Orang barangkali bisa mempertanyakan keabsahan pandangan
ke-1.291 responden tadi terhadap sifat-sifat khas suku-suku
bangsa itu, tapi Prof. Suwarsih dengan cepat menunjuk pada poll
opini tentang calon presiden di Amerika misalnya yang hanya
membutuhkan sekitar 500 responden. "Bukan jumlah responden yang
paling penting," kata Suwarsih, "tapi kualitas prinsip-prinsip
yang melandasi pemilihan responden di samping rancangan
penelitian dan alat-alat penghimpun data serta teknik-teknik
analisa yang telah disusun."
Bagi Dr. Alfian, dosen FIS-UI dan staf peneliti pada
Leknas/LIPI, salah satu kritiknya terhadap hasil penelitian
Suwarsih itu adalah: "Apakah anak anak SMA itu dapat mewakili
lapisan semua umur?" Dia khawatir mereka masih belum cukup
banyak bergaul dengan golongan-golongan lain.

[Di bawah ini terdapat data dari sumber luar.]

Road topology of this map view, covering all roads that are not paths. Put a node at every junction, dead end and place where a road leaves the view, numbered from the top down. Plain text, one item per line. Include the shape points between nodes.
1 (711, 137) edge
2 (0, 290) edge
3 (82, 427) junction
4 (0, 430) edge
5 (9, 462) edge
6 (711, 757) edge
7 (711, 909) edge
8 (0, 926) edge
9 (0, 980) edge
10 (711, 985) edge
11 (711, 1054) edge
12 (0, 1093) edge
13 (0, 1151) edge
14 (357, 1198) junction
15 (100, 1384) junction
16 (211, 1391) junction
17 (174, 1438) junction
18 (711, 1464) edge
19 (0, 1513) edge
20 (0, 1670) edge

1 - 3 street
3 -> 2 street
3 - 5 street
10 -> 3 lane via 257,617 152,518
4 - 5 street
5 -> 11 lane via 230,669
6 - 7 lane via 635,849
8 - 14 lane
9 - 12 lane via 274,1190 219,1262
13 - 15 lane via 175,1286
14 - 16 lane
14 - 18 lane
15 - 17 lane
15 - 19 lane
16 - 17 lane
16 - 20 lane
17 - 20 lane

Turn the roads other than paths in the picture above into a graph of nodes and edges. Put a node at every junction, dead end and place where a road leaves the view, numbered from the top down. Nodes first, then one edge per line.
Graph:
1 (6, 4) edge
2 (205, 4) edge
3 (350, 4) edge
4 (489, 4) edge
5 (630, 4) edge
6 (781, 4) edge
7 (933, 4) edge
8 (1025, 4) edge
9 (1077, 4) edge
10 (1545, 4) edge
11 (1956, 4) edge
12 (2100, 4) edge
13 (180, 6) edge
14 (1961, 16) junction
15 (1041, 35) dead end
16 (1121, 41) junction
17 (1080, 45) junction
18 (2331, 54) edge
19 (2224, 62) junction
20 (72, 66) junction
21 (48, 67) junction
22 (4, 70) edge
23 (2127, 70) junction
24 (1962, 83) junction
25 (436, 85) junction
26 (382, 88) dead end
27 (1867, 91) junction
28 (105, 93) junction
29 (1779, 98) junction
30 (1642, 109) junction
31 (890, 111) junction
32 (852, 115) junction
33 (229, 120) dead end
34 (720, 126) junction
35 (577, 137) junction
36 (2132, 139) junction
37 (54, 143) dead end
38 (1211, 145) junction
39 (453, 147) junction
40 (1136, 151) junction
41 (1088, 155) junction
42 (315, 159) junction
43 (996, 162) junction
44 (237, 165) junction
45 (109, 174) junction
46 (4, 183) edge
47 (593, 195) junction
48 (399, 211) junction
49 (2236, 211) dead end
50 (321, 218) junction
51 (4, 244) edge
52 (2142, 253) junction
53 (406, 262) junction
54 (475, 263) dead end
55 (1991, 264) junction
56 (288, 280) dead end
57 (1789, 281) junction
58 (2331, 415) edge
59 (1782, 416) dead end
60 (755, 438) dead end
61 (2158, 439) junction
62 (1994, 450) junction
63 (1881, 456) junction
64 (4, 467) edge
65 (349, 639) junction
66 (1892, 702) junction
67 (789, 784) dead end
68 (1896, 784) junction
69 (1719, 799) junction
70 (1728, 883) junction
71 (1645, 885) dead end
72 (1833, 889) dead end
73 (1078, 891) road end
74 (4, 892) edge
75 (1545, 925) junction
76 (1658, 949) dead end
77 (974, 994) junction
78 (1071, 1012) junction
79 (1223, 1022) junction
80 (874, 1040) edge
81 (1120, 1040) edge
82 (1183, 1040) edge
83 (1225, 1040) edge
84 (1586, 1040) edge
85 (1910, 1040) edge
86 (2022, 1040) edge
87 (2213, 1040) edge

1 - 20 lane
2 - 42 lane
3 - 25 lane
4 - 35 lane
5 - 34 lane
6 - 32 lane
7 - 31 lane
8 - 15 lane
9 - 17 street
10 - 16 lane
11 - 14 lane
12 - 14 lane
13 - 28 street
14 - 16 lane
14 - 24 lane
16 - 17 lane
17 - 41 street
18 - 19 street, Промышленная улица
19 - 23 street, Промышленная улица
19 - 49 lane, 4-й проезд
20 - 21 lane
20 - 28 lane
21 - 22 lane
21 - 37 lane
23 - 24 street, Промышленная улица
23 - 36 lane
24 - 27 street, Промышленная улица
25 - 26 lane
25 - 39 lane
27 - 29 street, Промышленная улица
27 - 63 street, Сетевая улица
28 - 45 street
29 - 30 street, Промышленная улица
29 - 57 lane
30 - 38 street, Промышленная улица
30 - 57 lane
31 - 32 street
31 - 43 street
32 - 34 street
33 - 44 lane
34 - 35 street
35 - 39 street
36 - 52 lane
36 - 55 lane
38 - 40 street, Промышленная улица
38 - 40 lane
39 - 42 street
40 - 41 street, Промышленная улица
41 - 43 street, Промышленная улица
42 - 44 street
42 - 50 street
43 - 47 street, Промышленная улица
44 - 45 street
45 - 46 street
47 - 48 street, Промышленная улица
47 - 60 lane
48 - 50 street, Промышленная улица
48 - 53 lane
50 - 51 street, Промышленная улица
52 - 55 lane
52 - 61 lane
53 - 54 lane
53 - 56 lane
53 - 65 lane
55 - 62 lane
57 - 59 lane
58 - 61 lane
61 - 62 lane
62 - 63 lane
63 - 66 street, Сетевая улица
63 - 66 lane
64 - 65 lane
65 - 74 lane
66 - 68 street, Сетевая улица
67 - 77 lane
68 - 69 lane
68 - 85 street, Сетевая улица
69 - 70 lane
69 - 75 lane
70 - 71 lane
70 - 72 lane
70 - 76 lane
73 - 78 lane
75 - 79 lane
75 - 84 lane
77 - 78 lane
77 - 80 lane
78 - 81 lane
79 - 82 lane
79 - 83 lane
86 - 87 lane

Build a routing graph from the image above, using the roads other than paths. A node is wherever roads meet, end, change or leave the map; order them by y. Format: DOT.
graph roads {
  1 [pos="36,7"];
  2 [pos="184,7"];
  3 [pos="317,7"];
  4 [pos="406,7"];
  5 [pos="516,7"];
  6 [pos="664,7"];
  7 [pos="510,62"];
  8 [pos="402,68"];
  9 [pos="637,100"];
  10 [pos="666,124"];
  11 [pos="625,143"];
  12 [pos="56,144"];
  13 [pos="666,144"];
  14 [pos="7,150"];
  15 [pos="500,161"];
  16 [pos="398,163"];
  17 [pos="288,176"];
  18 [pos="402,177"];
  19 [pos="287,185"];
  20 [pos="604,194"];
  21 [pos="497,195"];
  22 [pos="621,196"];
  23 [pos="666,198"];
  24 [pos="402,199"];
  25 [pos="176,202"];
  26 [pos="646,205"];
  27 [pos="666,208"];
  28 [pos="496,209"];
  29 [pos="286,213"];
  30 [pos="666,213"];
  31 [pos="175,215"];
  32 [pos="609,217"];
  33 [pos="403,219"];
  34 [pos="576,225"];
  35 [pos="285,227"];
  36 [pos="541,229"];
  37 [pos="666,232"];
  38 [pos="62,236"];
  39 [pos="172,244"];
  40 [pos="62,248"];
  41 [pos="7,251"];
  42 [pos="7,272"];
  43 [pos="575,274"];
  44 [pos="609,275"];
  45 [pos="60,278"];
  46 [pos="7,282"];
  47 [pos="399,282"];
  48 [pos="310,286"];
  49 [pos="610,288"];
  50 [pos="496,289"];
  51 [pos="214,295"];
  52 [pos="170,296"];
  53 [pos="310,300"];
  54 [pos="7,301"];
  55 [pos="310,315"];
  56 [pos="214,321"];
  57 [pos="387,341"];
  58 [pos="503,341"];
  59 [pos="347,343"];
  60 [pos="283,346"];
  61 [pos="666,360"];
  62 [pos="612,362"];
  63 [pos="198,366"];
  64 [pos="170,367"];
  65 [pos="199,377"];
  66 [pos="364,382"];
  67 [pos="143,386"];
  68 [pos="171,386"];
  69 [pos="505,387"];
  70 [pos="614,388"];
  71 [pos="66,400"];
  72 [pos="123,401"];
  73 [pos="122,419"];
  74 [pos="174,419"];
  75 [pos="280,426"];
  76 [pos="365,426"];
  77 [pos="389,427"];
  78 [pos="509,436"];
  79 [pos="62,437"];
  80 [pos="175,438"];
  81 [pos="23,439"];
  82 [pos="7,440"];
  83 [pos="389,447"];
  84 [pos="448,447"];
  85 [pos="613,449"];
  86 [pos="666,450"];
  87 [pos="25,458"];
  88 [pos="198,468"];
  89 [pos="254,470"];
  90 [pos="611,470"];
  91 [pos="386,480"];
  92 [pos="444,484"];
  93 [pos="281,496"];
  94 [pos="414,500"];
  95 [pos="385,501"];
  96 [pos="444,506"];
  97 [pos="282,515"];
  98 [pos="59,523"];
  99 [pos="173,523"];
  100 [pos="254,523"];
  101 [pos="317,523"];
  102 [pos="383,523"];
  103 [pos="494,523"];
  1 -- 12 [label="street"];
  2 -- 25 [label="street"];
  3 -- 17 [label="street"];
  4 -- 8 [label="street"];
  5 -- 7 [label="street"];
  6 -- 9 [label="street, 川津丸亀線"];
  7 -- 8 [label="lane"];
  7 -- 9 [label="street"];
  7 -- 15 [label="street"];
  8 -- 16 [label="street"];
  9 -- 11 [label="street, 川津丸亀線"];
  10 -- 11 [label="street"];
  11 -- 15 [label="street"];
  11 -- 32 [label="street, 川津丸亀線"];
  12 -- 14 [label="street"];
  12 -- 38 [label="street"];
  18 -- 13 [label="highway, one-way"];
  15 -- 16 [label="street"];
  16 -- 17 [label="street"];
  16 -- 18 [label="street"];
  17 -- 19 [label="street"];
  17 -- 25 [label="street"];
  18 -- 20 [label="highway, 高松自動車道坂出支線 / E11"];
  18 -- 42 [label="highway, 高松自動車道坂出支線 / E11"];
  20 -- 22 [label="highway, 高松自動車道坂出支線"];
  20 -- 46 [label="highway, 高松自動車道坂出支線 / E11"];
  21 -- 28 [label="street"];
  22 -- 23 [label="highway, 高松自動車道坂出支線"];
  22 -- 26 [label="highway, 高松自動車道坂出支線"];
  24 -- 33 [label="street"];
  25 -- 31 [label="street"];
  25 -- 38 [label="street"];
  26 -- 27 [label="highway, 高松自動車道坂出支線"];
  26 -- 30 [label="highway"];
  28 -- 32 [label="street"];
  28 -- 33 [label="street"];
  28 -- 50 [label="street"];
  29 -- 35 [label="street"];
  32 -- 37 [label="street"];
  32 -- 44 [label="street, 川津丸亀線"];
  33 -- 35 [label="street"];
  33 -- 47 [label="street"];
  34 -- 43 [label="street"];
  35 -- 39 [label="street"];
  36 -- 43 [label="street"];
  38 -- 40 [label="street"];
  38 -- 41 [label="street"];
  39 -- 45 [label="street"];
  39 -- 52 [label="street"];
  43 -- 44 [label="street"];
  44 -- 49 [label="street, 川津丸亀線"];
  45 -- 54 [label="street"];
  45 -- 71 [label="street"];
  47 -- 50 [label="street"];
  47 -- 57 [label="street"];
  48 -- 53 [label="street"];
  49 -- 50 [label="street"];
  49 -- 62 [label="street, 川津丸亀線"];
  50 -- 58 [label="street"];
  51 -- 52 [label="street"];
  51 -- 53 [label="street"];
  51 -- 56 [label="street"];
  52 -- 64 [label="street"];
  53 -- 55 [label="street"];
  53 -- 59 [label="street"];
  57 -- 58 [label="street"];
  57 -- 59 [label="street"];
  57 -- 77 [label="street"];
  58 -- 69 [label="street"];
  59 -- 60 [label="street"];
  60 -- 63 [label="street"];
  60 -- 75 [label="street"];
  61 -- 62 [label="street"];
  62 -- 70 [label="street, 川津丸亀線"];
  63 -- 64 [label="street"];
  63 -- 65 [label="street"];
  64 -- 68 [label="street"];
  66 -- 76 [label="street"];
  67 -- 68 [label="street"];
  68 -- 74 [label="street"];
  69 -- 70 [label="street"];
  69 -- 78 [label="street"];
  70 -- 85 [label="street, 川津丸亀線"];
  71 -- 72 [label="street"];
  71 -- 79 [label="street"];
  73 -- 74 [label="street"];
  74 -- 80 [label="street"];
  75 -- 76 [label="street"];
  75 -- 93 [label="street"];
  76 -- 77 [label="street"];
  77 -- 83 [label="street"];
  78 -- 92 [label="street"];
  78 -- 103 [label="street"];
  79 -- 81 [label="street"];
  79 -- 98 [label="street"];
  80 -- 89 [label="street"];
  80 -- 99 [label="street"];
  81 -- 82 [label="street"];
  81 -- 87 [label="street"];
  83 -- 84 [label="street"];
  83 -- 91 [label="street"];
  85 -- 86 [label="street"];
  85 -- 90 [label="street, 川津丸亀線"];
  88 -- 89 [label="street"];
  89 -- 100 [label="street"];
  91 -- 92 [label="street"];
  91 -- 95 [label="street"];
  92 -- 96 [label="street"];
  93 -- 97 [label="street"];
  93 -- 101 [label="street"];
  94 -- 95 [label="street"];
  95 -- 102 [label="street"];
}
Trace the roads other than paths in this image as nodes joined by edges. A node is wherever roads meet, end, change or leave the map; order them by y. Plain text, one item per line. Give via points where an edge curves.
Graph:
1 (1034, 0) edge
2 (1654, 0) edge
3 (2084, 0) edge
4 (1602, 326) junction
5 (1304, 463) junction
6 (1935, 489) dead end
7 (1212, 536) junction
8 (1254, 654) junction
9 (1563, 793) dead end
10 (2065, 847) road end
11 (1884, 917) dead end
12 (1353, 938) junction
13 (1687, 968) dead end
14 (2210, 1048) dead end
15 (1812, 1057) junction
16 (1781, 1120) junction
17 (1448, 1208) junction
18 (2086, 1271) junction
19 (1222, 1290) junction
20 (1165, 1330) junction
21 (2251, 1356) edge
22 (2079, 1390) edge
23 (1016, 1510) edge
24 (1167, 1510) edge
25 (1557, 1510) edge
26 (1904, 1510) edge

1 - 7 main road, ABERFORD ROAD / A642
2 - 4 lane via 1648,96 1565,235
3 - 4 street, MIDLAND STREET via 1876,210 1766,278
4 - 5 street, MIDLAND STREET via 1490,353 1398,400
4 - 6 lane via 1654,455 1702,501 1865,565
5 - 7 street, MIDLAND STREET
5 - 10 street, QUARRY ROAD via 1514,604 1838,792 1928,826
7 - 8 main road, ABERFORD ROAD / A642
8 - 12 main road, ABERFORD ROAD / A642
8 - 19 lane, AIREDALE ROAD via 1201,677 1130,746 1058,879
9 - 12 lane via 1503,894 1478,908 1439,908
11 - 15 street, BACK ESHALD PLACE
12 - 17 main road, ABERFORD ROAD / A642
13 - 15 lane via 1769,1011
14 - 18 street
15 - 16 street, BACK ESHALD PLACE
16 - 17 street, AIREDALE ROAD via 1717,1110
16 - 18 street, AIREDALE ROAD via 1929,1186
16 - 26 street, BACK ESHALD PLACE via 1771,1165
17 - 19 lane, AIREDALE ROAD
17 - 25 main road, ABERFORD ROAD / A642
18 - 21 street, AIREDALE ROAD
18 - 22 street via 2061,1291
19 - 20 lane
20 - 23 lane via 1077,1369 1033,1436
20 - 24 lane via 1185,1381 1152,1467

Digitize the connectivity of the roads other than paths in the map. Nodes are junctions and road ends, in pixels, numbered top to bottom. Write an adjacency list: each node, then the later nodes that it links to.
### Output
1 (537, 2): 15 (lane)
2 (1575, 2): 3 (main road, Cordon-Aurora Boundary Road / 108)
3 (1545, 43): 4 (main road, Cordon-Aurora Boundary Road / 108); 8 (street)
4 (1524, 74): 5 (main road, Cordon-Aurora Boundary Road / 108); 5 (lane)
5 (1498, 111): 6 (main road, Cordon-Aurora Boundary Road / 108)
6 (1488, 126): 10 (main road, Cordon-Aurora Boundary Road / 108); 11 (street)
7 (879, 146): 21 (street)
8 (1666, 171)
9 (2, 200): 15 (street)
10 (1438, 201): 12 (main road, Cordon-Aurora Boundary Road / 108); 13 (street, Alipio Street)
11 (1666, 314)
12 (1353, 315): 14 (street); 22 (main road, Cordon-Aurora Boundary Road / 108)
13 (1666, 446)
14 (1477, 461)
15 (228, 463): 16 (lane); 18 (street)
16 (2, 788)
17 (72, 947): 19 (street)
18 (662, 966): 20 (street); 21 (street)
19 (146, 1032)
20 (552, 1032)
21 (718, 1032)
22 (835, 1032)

Namun Suwarsih dalam keterangannya kepada TEMPO di rumahnya,
mengukuhkan hasil penelitiannya dengan menunjuk pada hasil
penelitiannya di tahun 1973 terhadap sejumlah mahasiswa UI dan
tahun 1977 pada pelajar-pelajar SMA itu. Keluanya memberi
banyak persamaan, terutama dalam faktor-faktor yang digunakan
seseorang untuk menilai orang lain. Atas dasar persamaan itu,
dia berkesimpulan hasil penelitian terhadap pelajar-pelajar SMA
itu "absah". Alfian, doktor ilmu politik lulusan Universitas
Wisconsin, AS, dan kelahiran Solok, Sum-Bar itu membenarkan
metoda penelitian yang dilakukan Suwarsih. "Ini menunjukkan
adanya perbedaan persepsi antara kalangan muda dan tua,"
katanya.
Suwarsih sendiri beranggapan, hasil penelitiannya itu "suatu
waktu akan menjadi antik dan dicari orang, seperti saya sekarang
mencari sensus tahun 1930." Dia anak ke-4 dari 13 bersaudara,
kelahiran Sumedang, Ja-Bar, hampir 52 tahun lalu, dan
menyelesaikan pendidikan psikologinya di UI pada 1962. Dia juga
memperdalam pengetahuannya di bidang disiplin ilmu tersebut di
Negeri Belanda dan di East-West Center, Hawaii.
Adapun kemarahan beberapa tokoh Minang terhadap hasil
penelitiannya itu, tampaknya akan diselesaikan secara Minang
pula di sebuah restoran Padang. akhir bulan ini. Tambuah, ciek.